I think a 2D OBB around the points is a good starting place. That will probably give a "good" (but not best) fit; if you find you still need a tighter bound, you can extend the fit to quadrilaterals.

First off, you should compute the convex hull of your input points. That gives you fewer points to deal with, and doesn't change the answer at all.

I'd stay away from the covariance-based method that's referenced on Gottschalk's paper elsewhere. That doesn't always give the best fit, and can go very wrong for very simple input (e.g. a square).

In 2D, the "rotating calipers" approach described at http://cgm.cs.mcgill.ca/~orm/maer.html should give the exact best-fit OBB. The problem is also easy to think about as a 1D minimization problem:

  1. For a given angle, rotate the x and y axes by this angle. This gives you two orthogonal vectors.
  2. For each point, project onto both axes. Keep track of the min and max projection on each axis.
  3. The area of the OBB is (max1-min1)*(max2-min2), and you can easily compute the points of the OBB from the angle and the min and max projections.
  4. Repeat, sampling the interval [0, pi/2] as finely as you want, and keeping track of the best angle.

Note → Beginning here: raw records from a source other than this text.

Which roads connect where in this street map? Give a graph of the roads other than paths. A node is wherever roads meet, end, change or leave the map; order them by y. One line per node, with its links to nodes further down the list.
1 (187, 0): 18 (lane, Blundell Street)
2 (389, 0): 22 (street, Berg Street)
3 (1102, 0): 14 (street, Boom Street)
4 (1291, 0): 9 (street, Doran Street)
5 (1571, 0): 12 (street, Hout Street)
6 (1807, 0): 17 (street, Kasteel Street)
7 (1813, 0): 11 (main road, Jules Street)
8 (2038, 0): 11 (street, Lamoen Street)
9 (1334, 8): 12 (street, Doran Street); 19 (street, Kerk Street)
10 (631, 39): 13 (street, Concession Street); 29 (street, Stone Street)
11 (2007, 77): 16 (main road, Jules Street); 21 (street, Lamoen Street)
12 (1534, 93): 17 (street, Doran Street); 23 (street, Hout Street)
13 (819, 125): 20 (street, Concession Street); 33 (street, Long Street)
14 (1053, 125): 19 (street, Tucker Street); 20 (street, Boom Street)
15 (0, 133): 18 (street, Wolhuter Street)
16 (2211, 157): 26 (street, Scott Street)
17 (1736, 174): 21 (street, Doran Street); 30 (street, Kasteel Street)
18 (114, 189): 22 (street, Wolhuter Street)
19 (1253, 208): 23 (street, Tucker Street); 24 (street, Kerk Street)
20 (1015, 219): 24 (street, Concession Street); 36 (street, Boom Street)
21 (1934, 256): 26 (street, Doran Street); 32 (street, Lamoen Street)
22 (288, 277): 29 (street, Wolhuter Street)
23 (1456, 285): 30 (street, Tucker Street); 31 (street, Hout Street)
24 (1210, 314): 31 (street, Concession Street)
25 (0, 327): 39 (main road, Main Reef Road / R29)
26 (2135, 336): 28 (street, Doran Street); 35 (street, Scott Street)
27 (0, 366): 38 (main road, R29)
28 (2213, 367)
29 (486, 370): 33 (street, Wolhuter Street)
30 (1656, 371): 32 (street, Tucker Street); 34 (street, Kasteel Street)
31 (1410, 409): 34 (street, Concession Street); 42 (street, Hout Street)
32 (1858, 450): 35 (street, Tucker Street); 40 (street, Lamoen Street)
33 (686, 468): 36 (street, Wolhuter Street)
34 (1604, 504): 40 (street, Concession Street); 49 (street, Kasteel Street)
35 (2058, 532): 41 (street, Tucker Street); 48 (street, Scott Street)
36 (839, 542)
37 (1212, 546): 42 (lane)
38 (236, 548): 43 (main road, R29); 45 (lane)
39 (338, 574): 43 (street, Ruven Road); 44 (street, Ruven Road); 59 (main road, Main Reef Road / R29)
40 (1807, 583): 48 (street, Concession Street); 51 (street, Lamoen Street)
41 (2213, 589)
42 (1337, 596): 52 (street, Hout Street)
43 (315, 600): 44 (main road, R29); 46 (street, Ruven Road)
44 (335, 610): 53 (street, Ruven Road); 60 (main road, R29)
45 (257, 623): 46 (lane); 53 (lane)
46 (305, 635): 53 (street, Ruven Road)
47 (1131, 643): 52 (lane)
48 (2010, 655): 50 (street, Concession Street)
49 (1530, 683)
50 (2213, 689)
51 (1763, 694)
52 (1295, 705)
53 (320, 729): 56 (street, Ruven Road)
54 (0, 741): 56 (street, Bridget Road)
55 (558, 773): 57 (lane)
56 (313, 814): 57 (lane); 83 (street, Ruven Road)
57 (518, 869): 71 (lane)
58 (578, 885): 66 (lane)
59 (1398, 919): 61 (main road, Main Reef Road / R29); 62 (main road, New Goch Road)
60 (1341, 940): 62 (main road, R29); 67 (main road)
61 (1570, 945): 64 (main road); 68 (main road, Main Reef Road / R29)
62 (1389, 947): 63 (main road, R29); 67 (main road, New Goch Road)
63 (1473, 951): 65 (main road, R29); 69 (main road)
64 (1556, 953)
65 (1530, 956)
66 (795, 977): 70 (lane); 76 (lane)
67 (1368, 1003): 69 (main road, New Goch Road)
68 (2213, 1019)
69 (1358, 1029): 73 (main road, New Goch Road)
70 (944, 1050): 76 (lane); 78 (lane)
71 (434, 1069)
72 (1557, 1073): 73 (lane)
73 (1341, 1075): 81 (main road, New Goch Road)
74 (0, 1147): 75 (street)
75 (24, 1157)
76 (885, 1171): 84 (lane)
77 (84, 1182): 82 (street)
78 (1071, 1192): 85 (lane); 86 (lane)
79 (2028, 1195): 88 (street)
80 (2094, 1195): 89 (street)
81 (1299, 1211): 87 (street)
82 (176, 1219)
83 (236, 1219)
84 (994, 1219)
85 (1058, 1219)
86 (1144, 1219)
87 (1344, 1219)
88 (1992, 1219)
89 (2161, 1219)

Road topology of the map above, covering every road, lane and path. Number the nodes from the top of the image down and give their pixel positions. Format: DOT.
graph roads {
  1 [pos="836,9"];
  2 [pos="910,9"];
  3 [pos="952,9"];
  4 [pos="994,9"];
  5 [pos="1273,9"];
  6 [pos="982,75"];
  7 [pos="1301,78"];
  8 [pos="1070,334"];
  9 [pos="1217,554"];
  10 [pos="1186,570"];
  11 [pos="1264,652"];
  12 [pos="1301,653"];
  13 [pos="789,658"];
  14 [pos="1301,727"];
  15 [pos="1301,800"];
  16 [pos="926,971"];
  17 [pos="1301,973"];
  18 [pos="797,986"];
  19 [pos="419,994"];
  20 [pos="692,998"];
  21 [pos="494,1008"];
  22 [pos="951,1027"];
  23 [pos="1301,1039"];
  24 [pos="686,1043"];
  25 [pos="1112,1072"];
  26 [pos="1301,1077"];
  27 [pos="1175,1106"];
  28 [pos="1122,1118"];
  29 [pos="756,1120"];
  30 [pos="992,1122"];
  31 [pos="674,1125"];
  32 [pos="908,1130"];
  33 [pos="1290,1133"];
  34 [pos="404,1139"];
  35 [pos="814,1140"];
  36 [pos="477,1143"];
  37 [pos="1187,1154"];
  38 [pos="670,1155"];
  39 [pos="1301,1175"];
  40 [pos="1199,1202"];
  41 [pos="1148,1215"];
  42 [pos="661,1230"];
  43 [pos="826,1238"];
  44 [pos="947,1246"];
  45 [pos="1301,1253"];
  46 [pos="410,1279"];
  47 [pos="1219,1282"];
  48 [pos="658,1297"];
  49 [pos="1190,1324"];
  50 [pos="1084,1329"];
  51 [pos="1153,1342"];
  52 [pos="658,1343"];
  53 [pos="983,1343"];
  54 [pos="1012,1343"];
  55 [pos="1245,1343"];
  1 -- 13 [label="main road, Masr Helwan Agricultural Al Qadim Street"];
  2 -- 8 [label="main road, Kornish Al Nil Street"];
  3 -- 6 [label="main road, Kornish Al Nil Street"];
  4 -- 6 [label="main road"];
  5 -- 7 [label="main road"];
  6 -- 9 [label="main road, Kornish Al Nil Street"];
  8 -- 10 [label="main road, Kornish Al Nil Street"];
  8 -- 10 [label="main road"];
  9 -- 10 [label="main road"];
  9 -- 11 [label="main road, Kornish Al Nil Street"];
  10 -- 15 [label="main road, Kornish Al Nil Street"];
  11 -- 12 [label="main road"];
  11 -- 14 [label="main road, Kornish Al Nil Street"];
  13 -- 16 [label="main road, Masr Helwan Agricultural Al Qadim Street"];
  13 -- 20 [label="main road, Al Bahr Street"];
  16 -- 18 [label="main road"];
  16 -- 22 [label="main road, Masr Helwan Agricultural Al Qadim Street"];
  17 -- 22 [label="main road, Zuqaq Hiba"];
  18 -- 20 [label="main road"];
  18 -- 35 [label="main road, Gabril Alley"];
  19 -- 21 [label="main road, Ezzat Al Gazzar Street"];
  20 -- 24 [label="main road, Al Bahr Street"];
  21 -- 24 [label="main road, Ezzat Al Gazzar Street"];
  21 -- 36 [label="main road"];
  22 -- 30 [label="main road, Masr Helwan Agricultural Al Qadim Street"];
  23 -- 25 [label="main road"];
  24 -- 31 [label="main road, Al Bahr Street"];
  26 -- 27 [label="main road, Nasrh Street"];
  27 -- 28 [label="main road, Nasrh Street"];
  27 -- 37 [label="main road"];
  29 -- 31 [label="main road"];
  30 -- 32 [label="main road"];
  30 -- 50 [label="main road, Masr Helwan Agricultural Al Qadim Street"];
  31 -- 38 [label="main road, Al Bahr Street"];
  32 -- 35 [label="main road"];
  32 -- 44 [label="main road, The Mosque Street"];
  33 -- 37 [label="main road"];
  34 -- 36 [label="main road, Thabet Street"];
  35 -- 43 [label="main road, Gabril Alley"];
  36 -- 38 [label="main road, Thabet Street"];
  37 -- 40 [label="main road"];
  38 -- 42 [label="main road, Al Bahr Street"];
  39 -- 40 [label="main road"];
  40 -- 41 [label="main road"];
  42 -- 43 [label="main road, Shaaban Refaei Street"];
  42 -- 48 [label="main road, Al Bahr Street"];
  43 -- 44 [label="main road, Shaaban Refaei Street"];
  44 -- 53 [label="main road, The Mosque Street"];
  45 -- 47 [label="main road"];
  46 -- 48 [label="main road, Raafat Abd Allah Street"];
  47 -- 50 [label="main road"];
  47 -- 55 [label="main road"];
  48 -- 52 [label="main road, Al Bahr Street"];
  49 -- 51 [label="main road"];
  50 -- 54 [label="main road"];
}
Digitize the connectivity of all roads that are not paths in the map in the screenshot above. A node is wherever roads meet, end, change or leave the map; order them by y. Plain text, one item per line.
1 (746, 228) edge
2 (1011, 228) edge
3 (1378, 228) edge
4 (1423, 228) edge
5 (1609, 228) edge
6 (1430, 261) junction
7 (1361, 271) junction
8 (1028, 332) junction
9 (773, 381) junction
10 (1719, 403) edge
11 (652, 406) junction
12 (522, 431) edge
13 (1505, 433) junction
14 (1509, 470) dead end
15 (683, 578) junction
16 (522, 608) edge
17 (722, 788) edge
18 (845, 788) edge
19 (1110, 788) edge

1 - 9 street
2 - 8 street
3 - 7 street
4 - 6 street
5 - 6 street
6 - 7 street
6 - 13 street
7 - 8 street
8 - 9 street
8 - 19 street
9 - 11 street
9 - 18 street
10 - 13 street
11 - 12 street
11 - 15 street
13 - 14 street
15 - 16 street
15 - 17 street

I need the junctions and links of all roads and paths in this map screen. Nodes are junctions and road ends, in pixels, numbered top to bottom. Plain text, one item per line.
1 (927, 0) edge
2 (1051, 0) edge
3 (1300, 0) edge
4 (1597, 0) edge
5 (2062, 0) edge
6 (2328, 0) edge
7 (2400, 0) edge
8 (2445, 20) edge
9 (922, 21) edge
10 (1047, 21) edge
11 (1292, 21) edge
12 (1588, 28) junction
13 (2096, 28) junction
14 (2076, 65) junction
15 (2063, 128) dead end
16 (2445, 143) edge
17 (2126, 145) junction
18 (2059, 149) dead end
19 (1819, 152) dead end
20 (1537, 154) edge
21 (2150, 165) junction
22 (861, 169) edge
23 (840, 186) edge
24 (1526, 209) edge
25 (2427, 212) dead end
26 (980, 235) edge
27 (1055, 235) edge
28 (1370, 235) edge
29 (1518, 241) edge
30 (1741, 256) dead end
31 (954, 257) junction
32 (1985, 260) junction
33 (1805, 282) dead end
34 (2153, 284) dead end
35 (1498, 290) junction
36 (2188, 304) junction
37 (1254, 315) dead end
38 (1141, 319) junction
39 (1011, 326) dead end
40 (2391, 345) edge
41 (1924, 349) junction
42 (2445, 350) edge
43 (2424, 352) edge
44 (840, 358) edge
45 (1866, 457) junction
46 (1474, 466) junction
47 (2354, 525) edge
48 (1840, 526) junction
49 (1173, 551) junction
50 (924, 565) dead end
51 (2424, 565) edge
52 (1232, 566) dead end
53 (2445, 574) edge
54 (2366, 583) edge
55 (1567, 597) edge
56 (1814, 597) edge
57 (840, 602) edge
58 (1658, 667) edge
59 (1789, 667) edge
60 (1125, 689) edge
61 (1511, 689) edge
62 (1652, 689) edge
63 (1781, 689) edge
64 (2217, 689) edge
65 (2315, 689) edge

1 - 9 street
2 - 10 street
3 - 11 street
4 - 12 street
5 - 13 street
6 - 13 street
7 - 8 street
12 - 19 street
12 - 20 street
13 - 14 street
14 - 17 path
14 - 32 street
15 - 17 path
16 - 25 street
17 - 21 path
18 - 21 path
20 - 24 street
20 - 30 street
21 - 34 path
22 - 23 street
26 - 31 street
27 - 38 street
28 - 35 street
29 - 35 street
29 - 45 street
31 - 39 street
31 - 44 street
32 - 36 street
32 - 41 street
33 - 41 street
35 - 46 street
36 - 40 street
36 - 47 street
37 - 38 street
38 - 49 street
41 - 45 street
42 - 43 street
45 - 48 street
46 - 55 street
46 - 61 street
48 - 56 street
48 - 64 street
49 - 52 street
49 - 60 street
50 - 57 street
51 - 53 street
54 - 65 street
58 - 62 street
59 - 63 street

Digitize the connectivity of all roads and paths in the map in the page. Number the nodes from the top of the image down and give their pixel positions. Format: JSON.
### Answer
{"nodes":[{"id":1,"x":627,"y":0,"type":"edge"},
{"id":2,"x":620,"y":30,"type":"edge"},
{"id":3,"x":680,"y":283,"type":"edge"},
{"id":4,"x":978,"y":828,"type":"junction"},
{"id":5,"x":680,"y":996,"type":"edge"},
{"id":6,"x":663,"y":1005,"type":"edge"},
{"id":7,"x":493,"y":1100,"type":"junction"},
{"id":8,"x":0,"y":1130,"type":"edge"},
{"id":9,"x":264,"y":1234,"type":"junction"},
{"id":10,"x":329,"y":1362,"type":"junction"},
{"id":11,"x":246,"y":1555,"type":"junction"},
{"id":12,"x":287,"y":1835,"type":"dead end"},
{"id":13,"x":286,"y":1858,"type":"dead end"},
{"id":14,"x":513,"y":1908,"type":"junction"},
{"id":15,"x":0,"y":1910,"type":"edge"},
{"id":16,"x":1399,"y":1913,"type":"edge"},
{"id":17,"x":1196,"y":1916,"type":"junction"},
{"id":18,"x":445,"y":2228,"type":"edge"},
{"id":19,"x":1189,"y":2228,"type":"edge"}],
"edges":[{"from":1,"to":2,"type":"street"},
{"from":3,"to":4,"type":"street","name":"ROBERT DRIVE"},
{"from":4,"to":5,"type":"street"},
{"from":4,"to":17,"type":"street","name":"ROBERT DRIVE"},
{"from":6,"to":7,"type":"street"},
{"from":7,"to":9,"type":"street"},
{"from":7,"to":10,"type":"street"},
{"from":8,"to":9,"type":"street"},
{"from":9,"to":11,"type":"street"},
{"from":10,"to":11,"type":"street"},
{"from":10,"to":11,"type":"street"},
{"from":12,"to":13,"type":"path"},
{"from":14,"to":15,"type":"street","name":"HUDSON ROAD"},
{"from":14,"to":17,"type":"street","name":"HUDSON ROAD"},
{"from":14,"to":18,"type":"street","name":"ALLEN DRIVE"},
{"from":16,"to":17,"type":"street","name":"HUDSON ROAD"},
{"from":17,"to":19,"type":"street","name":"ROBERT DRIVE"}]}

John Ratcliffe's blog (http://codesuppository.blogspot.com/2006/06/best-fit-oriented-bounding-box.html) has some code that does this sampling approach in 3D; you should be able to adapt it to your 2D case if you get stuck. Warning: John sometimes posts mildly NSFW pictures on his blog posts, but that particular link is fine.

If you're still not happy with the results after getting this working, you could modify the approach a bit; there are two improvements that I can think of:

  1. Instead of picking orthogonal axes as mentioned above, you could pick two non-orthogonal axes. This would give you the best-fitting rhombus. To go about this, you'd essentially do a 2D search over [0, pi] x [0, pi].
  2. Use the best-fit OBB as the starting point for a more detailed search. For example, you could take the 4 points from the OBB, move one of them until the line touches a point, and then repeat for the other points.

Hope that helps. Sorry the information overload :)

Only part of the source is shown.